Whenever a line of the records below contains the word "loadImage", copy that line.
--- TASK INPUT ---
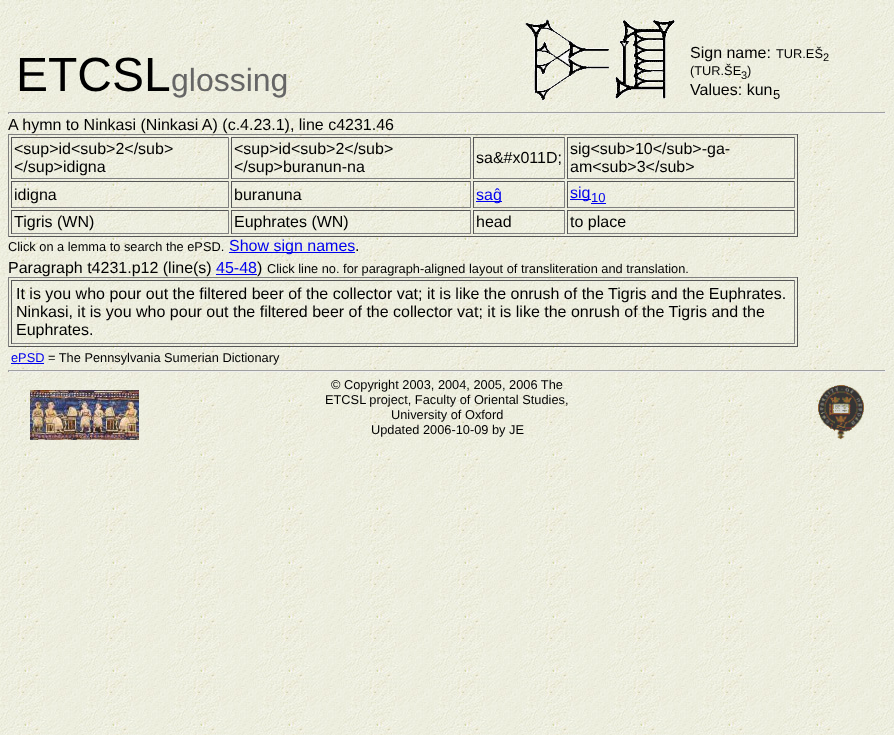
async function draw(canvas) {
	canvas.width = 894;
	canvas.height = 735;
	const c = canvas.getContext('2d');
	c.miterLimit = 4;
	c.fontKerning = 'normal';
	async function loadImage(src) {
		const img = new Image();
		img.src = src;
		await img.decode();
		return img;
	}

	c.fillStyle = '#fff';
	c.fillRect(0, 0, 894, 735);
	c.drawImage(await loadImage('img1.png'), 0, 0, 894, 735);
	c.font = '48px Liberation Sans';
	c.fillStyle = '#000';
	c.fillText('ETCSL', 16, 91);
	c.font = '32px Liberation Sans';
	c.fillStyle = '#666';
	c.fillText('glossing', 171, 91);
	c.drawImage(await loadImage('img2.png'), 525, 19, 84, 82);
	c.drawImage(await loadImage('img3.png'), 615, 20, 60, 79);
	c.font = '16px Liberation Sans';
	c.fillStyle = '#000';
	c.fillText('Sign name:', 690, 58);
	c.font = '12.8px Liberation Sans';
	c.fillText('TUR.EŠ', 776, 58);
	c.font = '11px Liberation Sans';
	c.fillText('2', 823, 61);
	c.font = '12.8px Liberation Sans';
	c.fillText('(TUR.ŠE', 690, 75);
	c.font = '11px Liberation Sans';
	c.fillText('3', 741, 79);
	c.font = '12.8px Liberation Sans';
	c.fillText(')', 747, 75);
	c.font = '16px Liberation Sans';
	c.fillText('Values: kun', 690, 95);
	c.font = '13px Liberation Sans';
	c.fillText('5', 773, 99);
	for (const [x, y, w, h, color] of [
		[8, 112, 878, 1, '#9f9f9f'],
		[885, 112, 1, 2, '#eee'],
		[8, 113, 878, 1, '#eee'],
		[8, 112, 1, 2, '#9f9f9f'],
	]) {
		c.fillStyle = color;
		c.fillRect(x, y, w, h);
	}
	c.font = '16px Liberation Sans';
	c.fillStyle = '#000';
	c.fillText('A hymn to Ninkasi (Ninkasi A) (c.4.23.1), line c4231.46', 8, 130);
	for (const [x, y, w, h, color] of [
		[8, 134, 790, 1, '#808080'],
		[797, 134, 1, 103, '#555'],
		[8, 236, 790, 1, '#555'],
		[8, 134, 1, 103, '#808080'],
		[11, 137, 218, 1, '#555'],
		[228, 137, 1, 42, '#808080'],
		[11, 178, 218, 1, '#808080'],
		[11, 137, 1, 42, '#555'],
	]) {
		c.fillStyle = color;
		c.fillRect(x, y, w, h);
	}
	c.fillStyle = '#000';
	c.fillText('<sup>id<sub>2<\/sub>', 14, 154);
	c.fillText('<\/sup>idigna', 14, 172);
	for (const [x, y, w, h, color] of [
		[231, 137, 240, 1, '#555'],
		[470, 137, 1, 42, '#808080'],
		[231, 178, 240, 1, '#808080'],
		[231, 137, 1, 42, '#555'],
	]) {
		c.fillStyle = color;
		c.fillRect(x, y, w, h);
	}
	c.fillStyle = '#000';
	c.fillText('<sup>id<sub>2<\/sub>', 234, 154);
	c.fillText('<\/sup>buranun-na', 234, 172);
	for (const [x, y, w, h, color] of [
		[473, 137, 92, 1, '#555'],
		[564, 137, 1, 42, '#808080'],
		[473, 178, 92, 1, '#808080'],
		[473, 137, 1, 42, '#555'],
	]) {
		c.fillStyle = color;
		c.fillRect(x, y, w, h);
	}
	c.fillStyle = '#000';
	c.fillText('sa&#x011D;', 476, 163);
	for (const [x, y, w, h, color] of [
		[567, 137, 228, 1, '#555'],
		[794, 137, 1, 42, '#808080'],
		[567, 178, 228, 1, '#808080'],
		[567, 137, 1, 42, '#555'],
	]) {
		c.fillStyle = color;
		c.fillRect(x, y, w, h);
	}
	c.fillStyle = '#000';
	c.fillText('sig<sub>10<\/sub>-ga-', 570, 154);
	c.fillText('am<sub>3<\/sub>', 570, 172);
	for (const [x, y, w, h, color] of [
		[11, 181, 218, 1, '#555'],
		[228, 181, 1, 27, '#808080'],
		[11, 207, 218, 1, '#808080'],
		[11, 181, 1, 27, '#555'],
	]) {
		c.fillStyle = color;
		c.fillRect(x, y, w, h);
	}
	c.fillStyle = '#000';
	c.fillText('idigna', 14, 200);
	for (const [x, y, w, h, color] of [
		[231, 181, 240, 1, '#555'],
		[470, 181, 1, 27, '#808080'],
		[231, 207, 240, 1, '#808080'],
		[231, 181, 1, 27, '#555'],
	]) {
		c.fillStyle = color;
		c.fillRect(x, y, w, h);
	}
	c.fillStyle = '#000';
	c.fillText('buranuna', 234, 200);
	for (const [x, y, w, h, color] of [
		[473, 181, 92, 1, '#555'],
		[564, 181, 1, 27, '#808080'],
		[473, 207, 92, 1, '#808080'],
		[473, 181, 1, 27, '#555'],
		[476, 201, 26, 1, '#00e'],
	]) {
		c.fillStyle = color;
		c.fillRect(x, y, w, h);
	}
	c.fillText('saĝ', 476, 200);
	for (const [x, y, w, h, color] of [
		[567, 181, 228, 1, '#555'],
		[794, 181, 1, 27, '#808080'],
		[567, 207, 228, 1, '#808080'],
		[567, 181, 1, 27, '#555'],
		[570, 199, 21, 1, '#00e'],
	]) {
		c.fillStyle = color;
		c.fillRect(x, y, w, h);
	}
	c.fillText('sig', 570, 198);
	c.font = '13px Liberation Sans';
	c.fillText('10', 591, 202);
	for (const [x, y, w, h, color] of [
		[591, 203, 15, 1, '#00e'],
		[11, 210, 218, 1, '#555'],
		[228, 210, 1, 24, '#808080'],
		[11, 233, 218, 1, '#808080'],
		[11, 210, 1, 24, '#555'],
	]) {
		c.fillStyle = color;
		c.fillRect(x, y, w, h);
	}
	c.font = '16px Liberation Sans';
	c.fillStyle = '#000';
	c.fillText('Tigris (WN)', 14, 227);
	for (const [x, y, w, h, color] of [
		[231, 210, 240, 1, '#555'],
		[470, 210, 1, 24, '#808080'],
		[231, 233, 240, 1, '#808080'],
		[231, 210, 1, 24, '#555'],
	]) {
		c.fillStyle = color;
		c.fillRect(x, y, w, h);
	}
	c.fillStyle = '#000';
	c.fillText('Euphrates (WN)', 234, 227);
	for (const [x, y, w, h, color] of [
		[473, 210, 92, 1, '#555'],
		[564, 210, 1, 24, '#808080'],
		[473, 233, 92, 1, '#808080'],
		[473, 210, 1, 24, '#555'],
	]) {
		c.fillStyle = color;
		c.fillRect(x, y, w, h);
	}
	c.fillStyle = '#000';
	c.fillText('head', 476, 227);
	for (const [x, y, w, h, color] of [
		[567, 210, 228, 1, '#555'],
		[794, 210, 1, 24, '#808080'],
		[567, 233, 228, 1, '#808080'],
		[567, 210, 1, 24, '#555'],
	]) {
		c.fillStyle = color;
		c.fillRect(x, y, w, h);
	}
	c.fillStyle = '#000';
	c.fillText('to place', 570, 227);
	c.font = '12.8px Liberation Sans';
	c.fillText('Click on a lemma to search the ePSD.', 8, 251);
	c.fillStyle = '#00e';
	c.fillRect(229, 252, 126, 1);
	c.font = '16px Liberation Sans';
	c.fillText('Show sign names', 229, 251);
	c.fillStyle = '#000';
	c.fillText('.', 355, 251);
	c.fillText('Paragraph t4231.p12 (line(s)', 8, 273);
	c.fillStyle = '#00e';
	c.fillText('45-48', 216, 273);
	c.fillRect(216, 274, 41, 1);
	c.fillStyle = '#000';
	c.fillText(')', 257, 273);
	c.font = '12.8px Liberation Sans';
	c.fillText('Click line no. for paragraph-aligned layout of transliteration and translation.', 267, 273);
	for (const [x, y, w, h, color] of [
		[8, 277, 790, 1, '#808080'],
		[797, 277, 1, 70, '#555'],
		[8, 346, 790, 1, '#555'],
		[8, 277, 1, 70, '#808080'],
		[11, 280, 784, 1, '#555'],
		[794, 280, 1, 64, '#808080'],
		[11, 343, 784, 1, '#808080'],
		[11, 280, 1, 64, '#555'],
	]) {
		c.fillStyle = color;
		c.fillRect(x, y, w, h);
	}
	c.font = '16px Liberation Sans';
	c.fillStyle = '#000';
	for (const [text, x, y] of [
		['It is you who pour out the filtered beer of the collector vat; it is like the onrush of the Tigris and the Euphrates.', 16, 299],
		['Ninkasi, it is you who pour out the filtered beer of the collector vat; it is like the onrush of the Tigris and the', 16, 317],
		['Euphrates.', 16, 335],
	]) {
		c.fillText(text, x, y);
	}
	c.font = '12.8px Liberation Sans';
	c.fillStyle = '#00e';
	c.fillText('ePSD', 11, 362);
	c.fillRect(11, 363, 33, 1);
	c.fillStyle = '#000';
	c.fillText('= The Pennsylvania Sumerian Dictionary', 48, 362);
	for (const [x, y, w, h, color] of [
		[8, 370, 878, 1, '#9f9f9f'],
		[885, 370, 1, 2, '#eee'],
		[8, 371, 878, 1, '#eee'],
		[8, 370, 1, 2, '#9f9f9f'],
	]) {
		c.fillStyle = color;
		c.fillRect(x, y, w, h);
	}
	c.drawImage(await loadImage('img4.png'), 30, 390, 109, 50);
	c.fillStyle = '#000';
	for (const [text, x, y] of [
		['© Copyright 2003, 2004, 2005, 2006 The', 331, 389],
		['ETCSL project, Faculty of Oriental Studies,', 325, 404],
		['University of Oxford', 391, 419],
		['Updated 2006-10-09 by JE', 371, 434],
	]) {
		c.fillText(text, x, y);
	}
	c.drawImage(await loadImage('img5.png'), 818, 385, 46, 55);
}

draw(document.querySelector('canvas'));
---
- _RESULT FOR THIS TASK_:
	async function loadImage(src) {
	c.drawImage(await loadImage('img1.png'), 0, 0, 894, 735);
	c.drawImage(await loadImage('img2.png'), 525, 19, 84, 82);
	c.drawImage(await loadImage('img3.png'), 615, 20, 60, 79);
	c.drawImage(await loadImage('img4.png'), 30, 390, 109, 50);
	c.drawImage(await loadImage('img5.png'), 818, 385, 46, 55);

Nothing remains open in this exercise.